Martin J. Walsh, Mayor of Boston said: “Creating equity and opportunity for our residents is at the forefront of Boston’s policies, and like our efforts on addressing climate change, our work addressing the COVID-19 pandemic is focused on equity and the best possible science. Boston is proud to support this task force and its important work in advocating for all.”
Rafael Greca, Mayor of Curitiba said: “Real progress only happens when innovation becomes a social process. Cities must use innovation as a tool to fight inequality and fully recover from this crisis.”
Jorge Muñoz, Mayor of Lima said: “Lima makes the commitment to overcome this difficult moment to humankind, reaffirming our policy of having people and their needs at the centre, and from it, keep building a more equal, safe and sustainable society”.
Daniel Quintero Calle, Mayor of Medellín said: “As Mayor of Medellín, I feel honoured to be part of the Global Mayors COVID-19 Recovery Task Force and to represent all the Latin American cities. Belonging to this working group will enable Medellin to implement successful actions in real-time for sustainable economic recovery as a reality for the future of our city and the whole world. Our goal will be to share and complement all the knowledge of the cities to find the best ways to get ahead and overcome this great challenge, once again demonstrating Medellín’s resilience in adversity”.
Ted Wheeler, Mayor of Portland said: “It is essential that our collective responses and recovery from the COVID-19 crisis put us on a path for a more resilient, equitable, and healthy future for all. The City of Portland is building for a better future by putting frontline communities and climate action at the forefront of our priorities.”
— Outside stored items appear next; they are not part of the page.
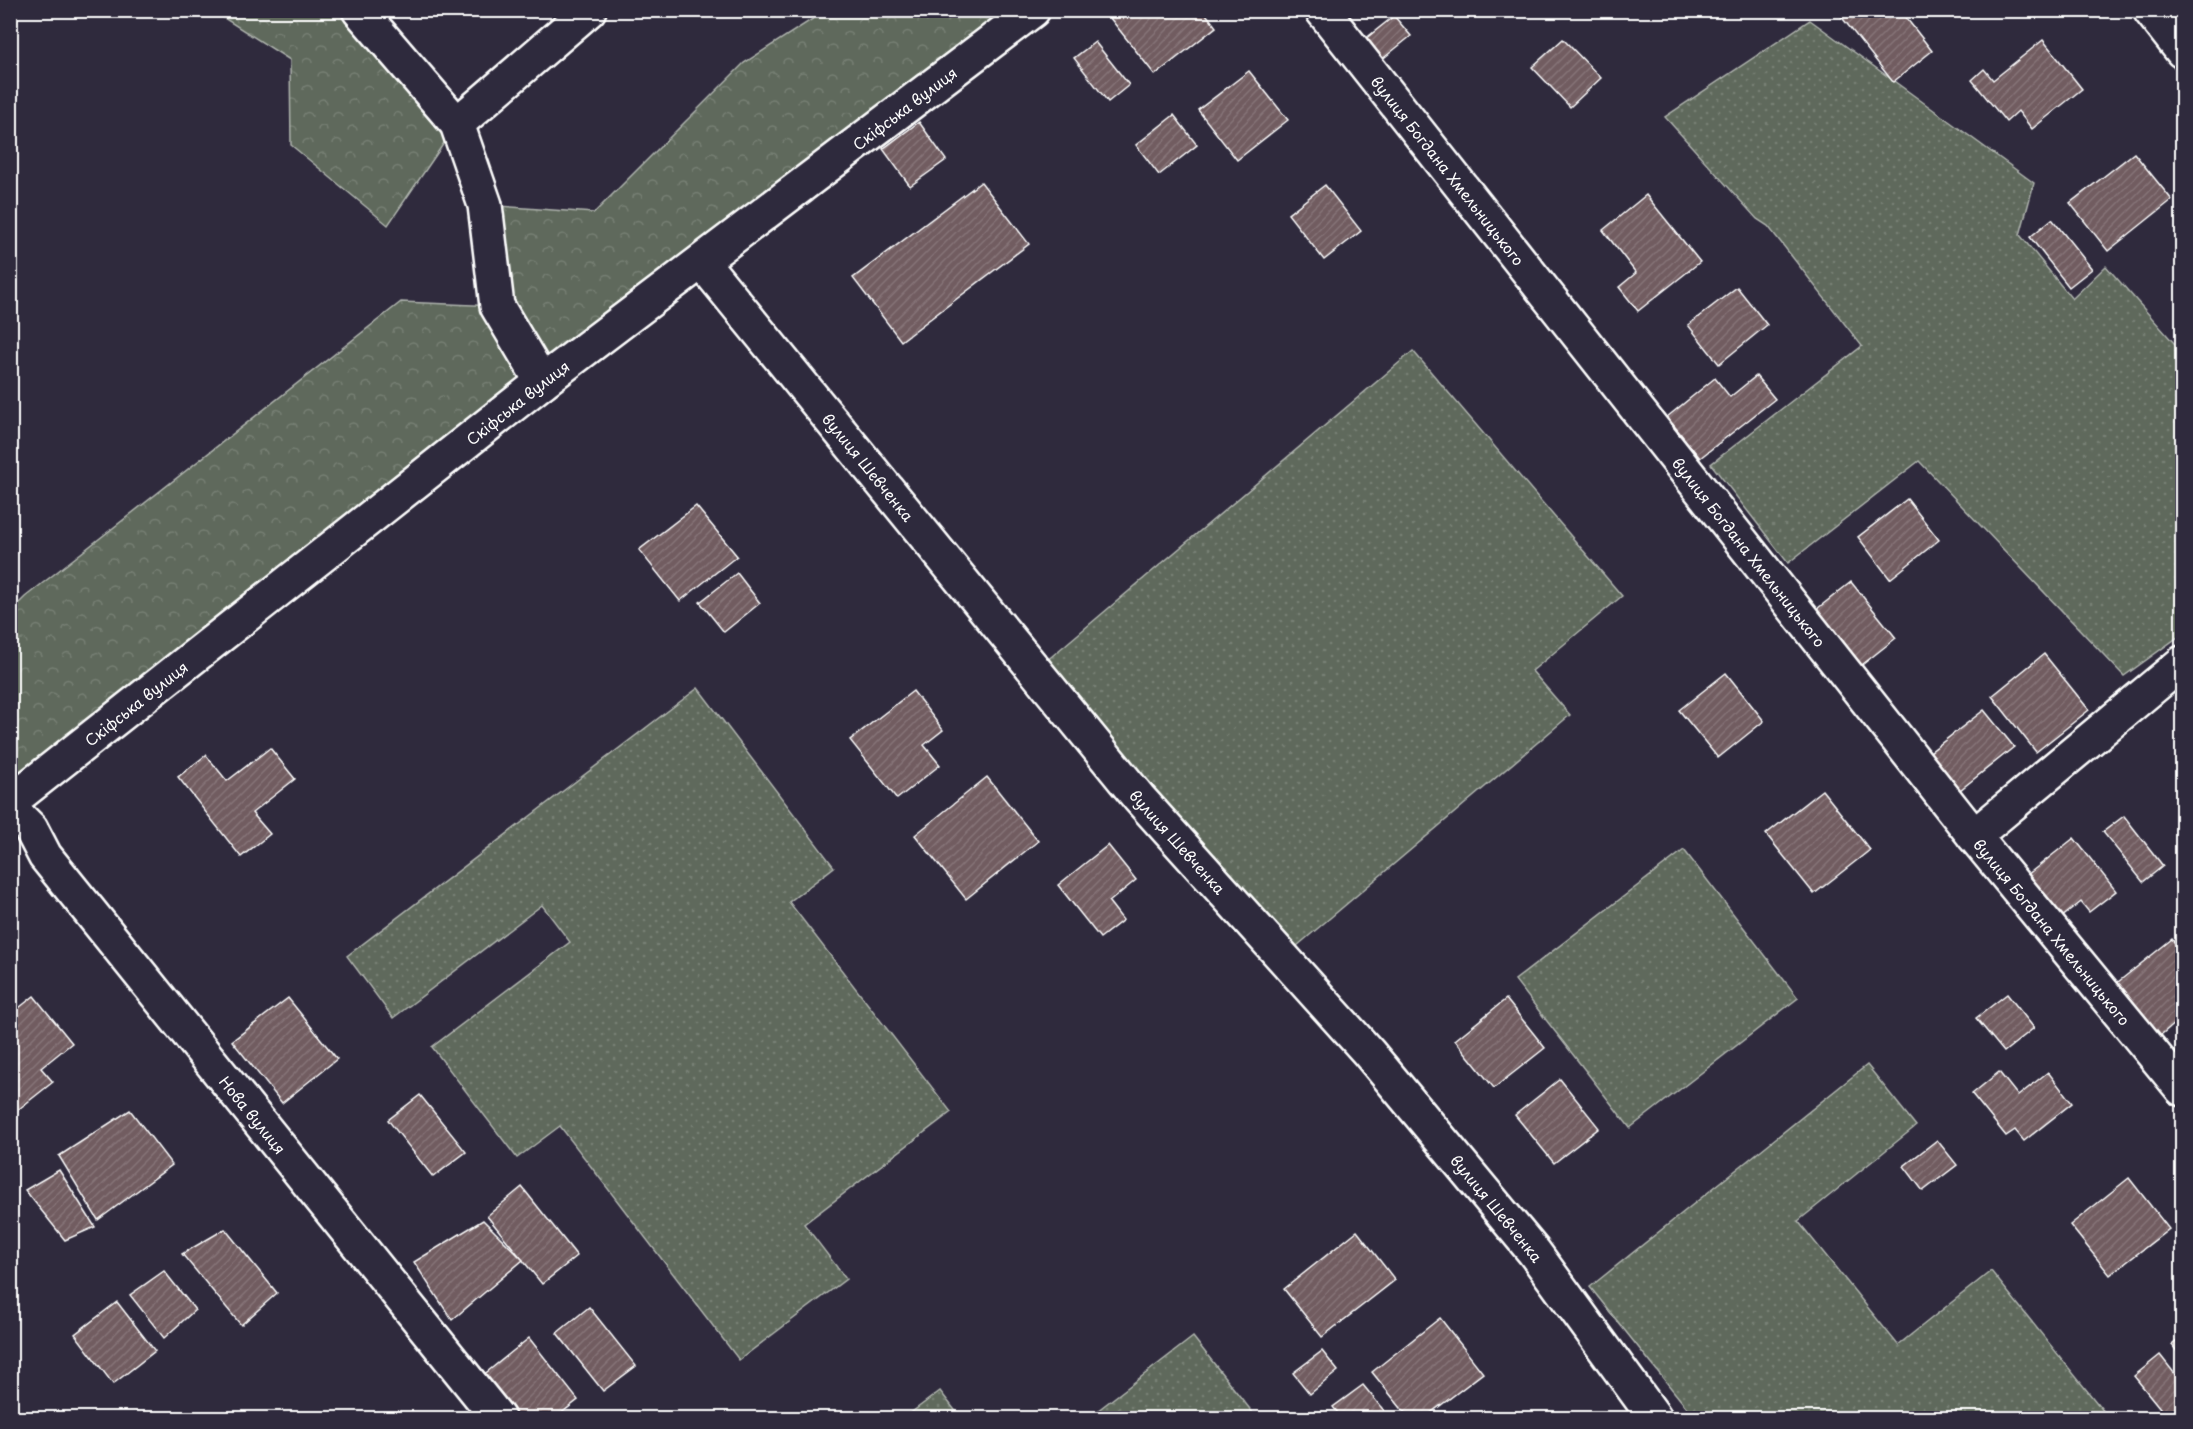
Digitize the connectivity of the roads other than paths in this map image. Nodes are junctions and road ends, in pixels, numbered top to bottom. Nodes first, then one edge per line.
1 (359, 10) edge
2 (589, 10) edge
3 (1033, 10) edge
4 (1322, 10) edge
5 (2150, 10) edge
6 (2182, 51) edge
7 (457, 124) junction
8 (702, 262) junction
9 (542, 382) junction
10 (2182, 663) edge
11 (10, 802) edge
12 (10, 808) edge
13 (1974, 836) junction
14 (2182, 1089) edge
15 (498, 1419) edge
16 (1655, 1419) edge

1 - 7 street
2 - 7 street
3 - 8 street, Скіфська вулиця
4 - 13 street, вулиця Богдана Хмельницького
5 - 6 street
7 - 9 street
8 - 9 street, Скіфська вулиця
8 - 16 street, вулиця Шевченка
9 - 11 street, Скіфська вулиця
10 - 13 street
12 - 15 street, Нова вулиця
13 - 14 street, вулиця Богдана Хмельницького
Bruno Covas, Mayor of São Paulo said: “The fight against coronavirus is a global challenge and the union of authorities is essential for the implementation of actions that benefit all populations. Our priority is to save lives. In São Paulo we are facing Covid-19 very seriously and transparently. Our main weapons are science, correct information and social responsibility”
Secretary for the Environment of Hong Kong, China, Kam-sing Wong said: “The COVID-19 pandemic presents unprecedented challenges to the well-being of mankind and the world economy. Hong Kong, China has managed to keep the number of confirmed cases at a relatively low level, but we need to remain alert given the volatility of the epidemic. To protect citizens against future threats, including the threat of the climate crisis, we will continue to share experience and knowledge with C40 Members on measures to promote green economy as part of our economic recovery efforts.”